[Stored data]
◇ ◇ ◇ ◇ ◇ ◇ ◇
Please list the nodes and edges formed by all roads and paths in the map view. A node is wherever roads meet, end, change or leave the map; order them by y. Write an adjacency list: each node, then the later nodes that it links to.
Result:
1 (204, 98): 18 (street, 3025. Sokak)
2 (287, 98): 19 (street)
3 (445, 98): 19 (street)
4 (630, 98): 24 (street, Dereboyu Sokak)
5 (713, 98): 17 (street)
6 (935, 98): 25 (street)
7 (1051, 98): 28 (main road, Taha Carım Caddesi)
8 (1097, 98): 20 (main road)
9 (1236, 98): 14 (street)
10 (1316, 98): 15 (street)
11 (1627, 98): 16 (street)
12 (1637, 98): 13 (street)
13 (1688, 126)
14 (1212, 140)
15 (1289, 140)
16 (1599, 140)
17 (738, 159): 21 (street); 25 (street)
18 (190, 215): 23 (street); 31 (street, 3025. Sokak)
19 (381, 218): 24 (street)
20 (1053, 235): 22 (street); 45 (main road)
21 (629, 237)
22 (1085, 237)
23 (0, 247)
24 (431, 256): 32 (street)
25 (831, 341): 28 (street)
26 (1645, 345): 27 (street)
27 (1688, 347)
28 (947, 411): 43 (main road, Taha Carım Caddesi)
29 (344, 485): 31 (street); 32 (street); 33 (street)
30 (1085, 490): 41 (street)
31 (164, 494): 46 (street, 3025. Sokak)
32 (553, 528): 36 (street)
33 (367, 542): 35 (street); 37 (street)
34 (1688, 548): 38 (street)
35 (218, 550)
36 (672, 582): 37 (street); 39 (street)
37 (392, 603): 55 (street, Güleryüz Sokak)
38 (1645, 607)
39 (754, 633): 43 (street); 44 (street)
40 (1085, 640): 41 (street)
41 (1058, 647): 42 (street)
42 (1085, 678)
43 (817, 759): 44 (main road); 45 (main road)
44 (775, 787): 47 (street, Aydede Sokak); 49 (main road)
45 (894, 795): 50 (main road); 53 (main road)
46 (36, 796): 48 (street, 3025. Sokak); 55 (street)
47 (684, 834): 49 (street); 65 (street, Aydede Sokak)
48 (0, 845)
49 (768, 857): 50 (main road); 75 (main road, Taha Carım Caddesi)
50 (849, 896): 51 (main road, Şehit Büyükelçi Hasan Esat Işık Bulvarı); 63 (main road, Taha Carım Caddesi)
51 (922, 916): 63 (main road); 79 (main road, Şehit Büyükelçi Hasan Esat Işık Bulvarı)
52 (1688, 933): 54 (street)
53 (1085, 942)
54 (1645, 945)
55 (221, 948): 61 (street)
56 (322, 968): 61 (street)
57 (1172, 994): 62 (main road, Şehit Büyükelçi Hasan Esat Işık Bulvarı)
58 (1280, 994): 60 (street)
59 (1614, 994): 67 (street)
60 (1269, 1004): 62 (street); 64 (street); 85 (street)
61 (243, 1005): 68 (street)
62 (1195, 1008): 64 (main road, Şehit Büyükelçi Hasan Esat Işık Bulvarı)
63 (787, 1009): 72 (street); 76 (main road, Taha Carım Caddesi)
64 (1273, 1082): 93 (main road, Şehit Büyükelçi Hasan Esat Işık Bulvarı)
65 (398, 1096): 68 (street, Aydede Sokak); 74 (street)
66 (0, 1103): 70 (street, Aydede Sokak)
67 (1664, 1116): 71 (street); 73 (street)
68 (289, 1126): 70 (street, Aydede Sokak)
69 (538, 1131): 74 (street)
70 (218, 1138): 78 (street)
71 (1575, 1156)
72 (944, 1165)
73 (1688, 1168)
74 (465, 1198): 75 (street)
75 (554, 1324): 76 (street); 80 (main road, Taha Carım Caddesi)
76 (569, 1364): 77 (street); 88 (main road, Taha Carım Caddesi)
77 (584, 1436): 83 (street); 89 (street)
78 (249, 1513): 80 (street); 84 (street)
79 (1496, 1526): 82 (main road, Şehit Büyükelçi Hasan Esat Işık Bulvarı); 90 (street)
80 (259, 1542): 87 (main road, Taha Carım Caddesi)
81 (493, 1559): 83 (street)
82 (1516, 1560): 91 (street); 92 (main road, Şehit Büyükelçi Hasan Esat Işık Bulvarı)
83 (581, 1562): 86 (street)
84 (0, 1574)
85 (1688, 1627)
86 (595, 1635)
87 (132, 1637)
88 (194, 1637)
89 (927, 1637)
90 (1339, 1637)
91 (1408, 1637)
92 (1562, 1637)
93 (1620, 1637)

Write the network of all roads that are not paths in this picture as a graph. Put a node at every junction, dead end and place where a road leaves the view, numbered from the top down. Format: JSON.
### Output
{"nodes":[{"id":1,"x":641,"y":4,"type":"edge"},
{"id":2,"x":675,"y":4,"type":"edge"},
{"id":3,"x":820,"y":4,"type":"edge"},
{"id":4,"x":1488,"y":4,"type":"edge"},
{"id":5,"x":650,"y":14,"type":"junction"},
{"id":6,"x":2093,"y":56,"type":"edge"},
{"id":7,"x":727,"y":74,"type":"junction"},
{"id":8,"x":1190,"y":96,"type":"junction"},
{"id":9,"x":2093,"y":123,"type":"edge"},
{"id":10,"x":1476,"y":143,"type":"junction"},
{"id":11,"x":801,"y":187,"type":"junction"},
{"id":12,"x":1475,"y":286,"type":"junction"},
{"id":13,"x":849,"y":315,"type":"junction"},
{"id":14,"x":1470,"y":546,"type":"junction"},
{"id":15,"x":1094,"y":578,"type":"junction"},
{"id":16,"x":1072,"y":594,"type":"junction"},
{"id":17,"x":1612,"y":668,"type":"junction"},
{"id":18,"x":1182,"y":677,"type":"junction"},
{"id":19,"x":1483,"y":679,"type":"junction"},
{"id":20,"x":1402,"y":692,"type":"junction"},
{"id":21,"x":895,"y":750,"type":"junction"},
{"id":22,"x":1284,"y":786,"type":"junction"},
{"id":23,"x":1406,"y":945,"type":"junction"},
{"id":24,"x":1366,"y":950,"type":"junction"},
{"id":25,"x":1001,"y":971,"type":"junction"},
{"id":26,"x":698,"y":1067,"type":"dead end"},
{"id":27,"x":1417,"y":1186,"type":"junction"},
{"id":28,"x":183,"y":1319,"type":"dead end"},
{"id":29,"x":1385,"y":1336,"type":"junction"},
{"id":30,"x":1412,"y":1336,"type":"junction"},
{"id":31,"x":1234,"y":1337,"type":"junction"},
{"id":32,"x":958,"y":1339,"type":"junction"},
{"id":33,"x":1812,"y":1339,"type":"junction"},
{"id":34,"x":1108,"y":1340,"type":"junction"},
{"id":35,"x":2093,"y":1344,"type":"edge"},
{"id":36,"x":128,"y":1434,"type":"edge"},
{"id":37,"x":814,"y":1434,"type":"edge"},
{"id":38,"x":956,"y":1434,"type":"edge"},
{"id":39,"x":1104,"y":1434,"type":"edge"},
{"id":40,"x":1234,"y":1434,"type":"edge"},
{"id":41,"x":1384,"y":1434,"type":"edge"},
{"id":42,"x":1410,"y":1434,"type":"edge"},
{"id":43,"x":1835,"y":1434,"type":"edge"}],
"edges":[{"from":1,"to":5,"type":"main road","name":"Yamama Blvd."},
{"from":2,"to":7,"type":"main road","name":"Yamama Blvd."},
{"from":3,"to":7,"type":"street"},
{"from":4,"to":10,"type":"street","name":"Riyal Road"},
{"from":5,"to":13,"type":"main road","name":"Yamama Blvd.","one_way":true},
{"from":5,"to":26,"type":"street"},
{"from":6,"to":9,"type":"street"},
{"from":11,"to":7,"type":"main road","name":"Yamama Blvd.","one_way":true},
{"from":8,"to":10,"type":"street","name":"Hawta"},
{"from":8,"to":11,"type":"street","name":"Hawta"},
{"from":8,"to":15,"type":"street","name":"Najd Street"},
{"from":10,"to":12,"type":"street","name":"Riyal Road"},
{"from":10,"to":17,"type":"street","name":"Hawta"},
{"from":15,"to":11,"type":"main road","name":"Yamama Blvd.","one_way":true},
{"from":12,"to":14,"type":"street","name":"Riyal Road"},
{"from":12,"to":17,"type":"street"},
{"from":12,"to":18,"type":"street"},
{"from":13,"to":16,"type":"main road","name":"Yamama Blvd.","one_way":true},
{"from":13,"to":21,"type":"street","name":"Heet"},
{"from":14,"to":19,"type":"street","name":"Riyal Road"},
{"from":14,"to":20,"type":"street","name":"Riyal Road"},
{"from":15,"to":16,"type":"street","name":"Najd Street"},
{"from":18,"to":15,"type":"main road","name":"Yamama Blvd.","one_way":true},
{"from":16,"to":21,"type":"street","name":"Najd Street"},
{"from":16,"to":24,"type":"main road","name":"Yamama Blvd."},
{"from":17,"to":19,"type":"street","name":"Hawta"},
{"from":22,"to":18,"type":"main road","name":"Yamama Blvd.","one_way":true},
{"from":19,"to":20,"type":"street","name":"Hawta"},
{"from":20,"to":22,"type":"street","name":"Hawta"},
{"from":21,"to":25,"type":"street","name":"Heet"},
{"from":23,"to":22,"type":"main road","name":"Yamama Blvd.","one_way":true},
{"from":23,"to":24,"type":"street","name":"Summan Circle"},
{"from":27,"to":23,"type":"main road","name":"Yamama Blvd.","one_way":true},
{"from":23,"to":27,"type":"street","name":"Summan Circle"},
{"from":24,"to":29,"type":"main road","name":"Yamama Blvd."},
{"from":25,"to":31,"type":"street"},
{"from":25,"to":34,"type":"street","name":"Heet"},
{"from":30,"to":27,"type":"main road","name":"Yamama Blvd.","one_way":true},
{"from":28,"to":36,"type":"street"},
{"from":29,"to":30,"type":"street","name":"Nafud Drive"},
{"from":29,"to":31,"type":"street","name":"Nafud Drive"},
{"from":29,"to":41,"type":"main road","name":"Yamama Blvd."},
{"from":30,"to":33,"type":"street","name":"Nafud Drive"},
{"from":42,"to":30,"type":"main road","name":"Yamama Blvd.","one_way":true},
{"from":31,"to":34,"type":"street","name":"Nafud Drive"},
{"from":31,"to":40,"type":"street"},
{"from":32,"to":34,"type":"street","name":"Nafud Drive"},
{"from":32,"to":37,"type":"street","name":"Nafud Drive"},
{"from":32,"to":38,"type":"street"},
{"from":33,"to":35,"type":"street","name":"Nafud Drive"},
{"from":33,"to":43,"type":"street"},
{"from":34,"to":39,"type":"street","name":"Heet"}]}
◇ ◇ ◇ ◇ ◇ ◇ ◇
Search the entries for "Circle" and copy out each line that has it.

{"from":23,"to":24,"type":"street","name":"Summan Circle"},
{"from":23,"to":27,"type":"street","name":"Summan Circle"},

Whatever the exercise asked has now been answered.